Human beings need automation to lead a luxurious life; automation was mandated to excellence in different fields. As the quote says “Necessity is the mother of invention”, humans began to train the machine to interact with humans closely and started to monitor every being in the world in the form of technology like identification and credentials, satellite imagery, social network analysis, the surveillance camera, and so on. One of the latest growing research fields is Artificial Intelligence (AI) and deep learning. It is widely applied to various applications like predicting natural disasters, personalized virtual assistant, self-driving cars from which elderly people and physically challenged people can get the advantage out of it (Chen et al., 2019).

Deep learning will simulate human-like decision making, where a model is trained rather than programmed. This decision making can be introduced with real-time problem solving as it can deal with high dimensional data and scale-up speed. One such effort made by researchers is video captioning. Today’s world has an exponential increase in data with multi modalities like video, audio, text, and image. The most shared content in social networking is in the form of video. The advancement in mobile phones has included a different option in the camera to shoot in fast and slow-motion (Dilawari et al., 2019).

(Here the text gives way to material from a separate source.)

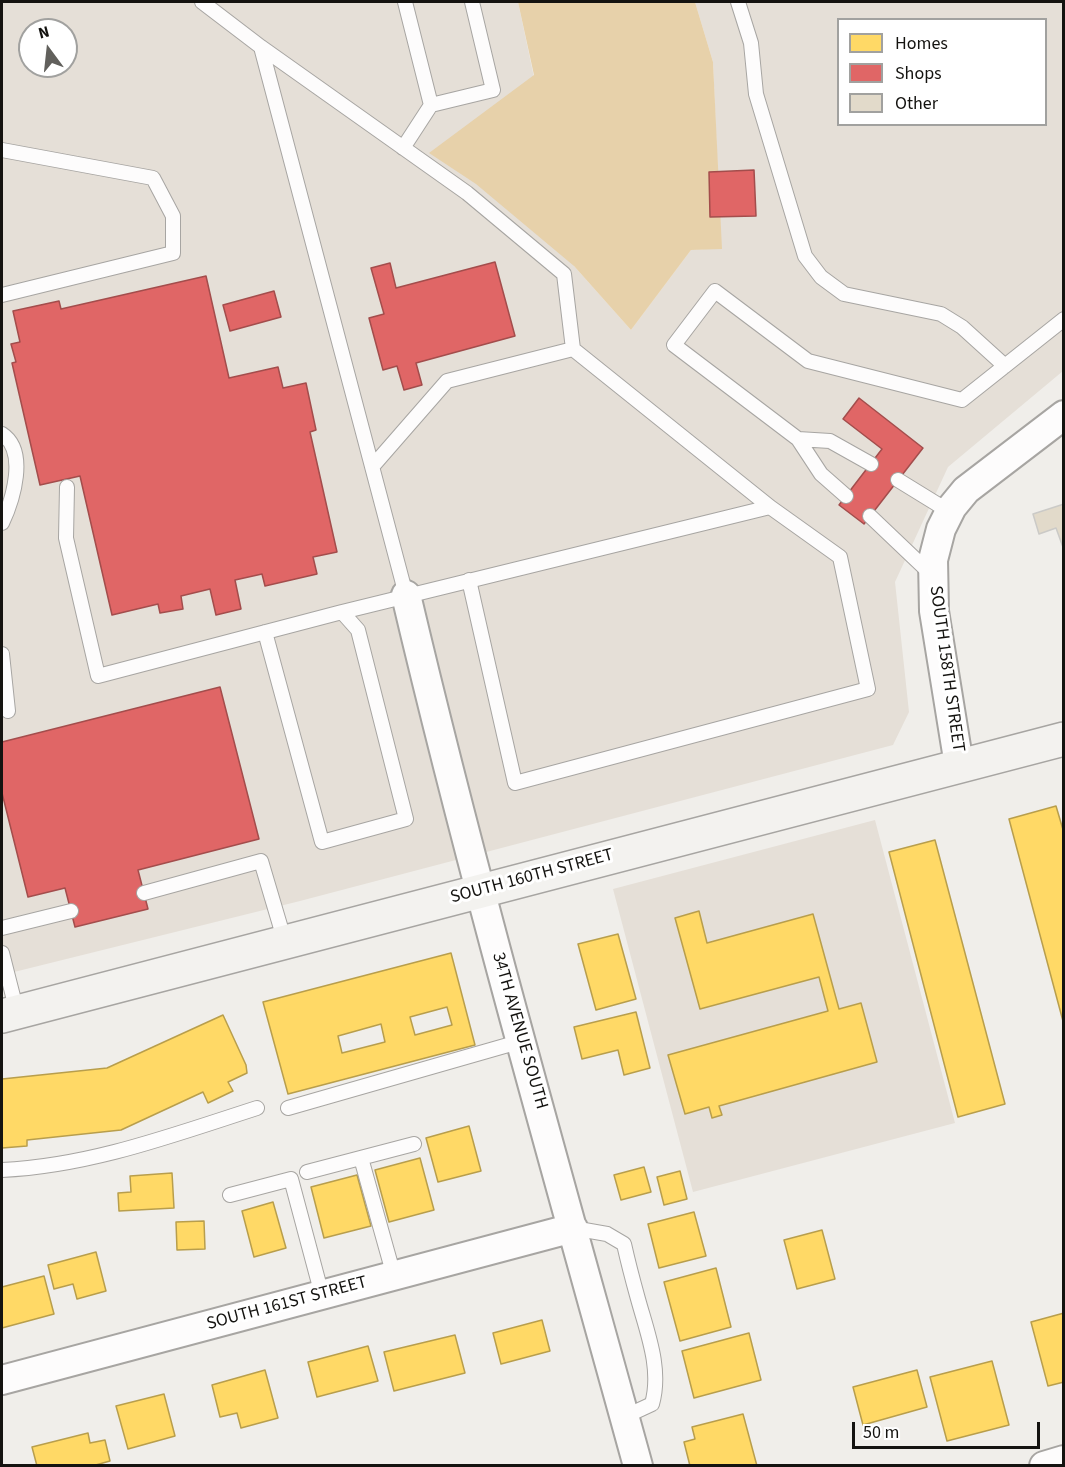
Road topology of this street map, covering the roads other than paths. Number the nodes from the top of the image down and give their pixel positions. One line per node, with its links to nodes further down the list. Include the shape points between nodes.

In recent years, several research works have been done to caption the video in natural language. The current emerging area in machine learning is deep learning. It handles sensitive data and it effectively deals the live dataset. The convolution neural network is a part of a deep learning algorithm that can remember and propagates back for better choice. It assigns weight and biases to various objects. It can differentiate the content in the image (Barati et al., 2019).

The objective is to generate a simple sentence from a given video without human intervention called description. The present research is towards a new dense video captioning approach that can utilize any number of modalities (Lee et al., 2019) for event descriptions. In case the aim is to help a hearing-impaired people to know the content of the video, then it is a challenging task, as the model should express the actions and reactions in the video. The main issue is when the accent varies the generation of description gets complicated (Liu et al., 2019). The popular datasets are Montreal Video Annotation Dataset, MPII Movie Description Corpus, Microsoft Research Video Description Corpus, MSR Video to Text, Youtube2Text video corpus.

Caption is the term to refer the translated conversation as simple words at the bottom of a picture display. Captions makes video more accessible for the viewers in numerous ways. It makes the user to access the video for non-native English speakers to comprehend the message. Captions can be enabled or disabled according to their convenience. There are three types of learners they are visual, auditory, reading/writing, and kinesthetic. Using captions, all the three learners are benefited. The importance of choosing this method is it is simple and has a high correlation compared with other methods. The loss has prevailed over a new activation function. All dependencies are addressed as a result of improved caption prediction.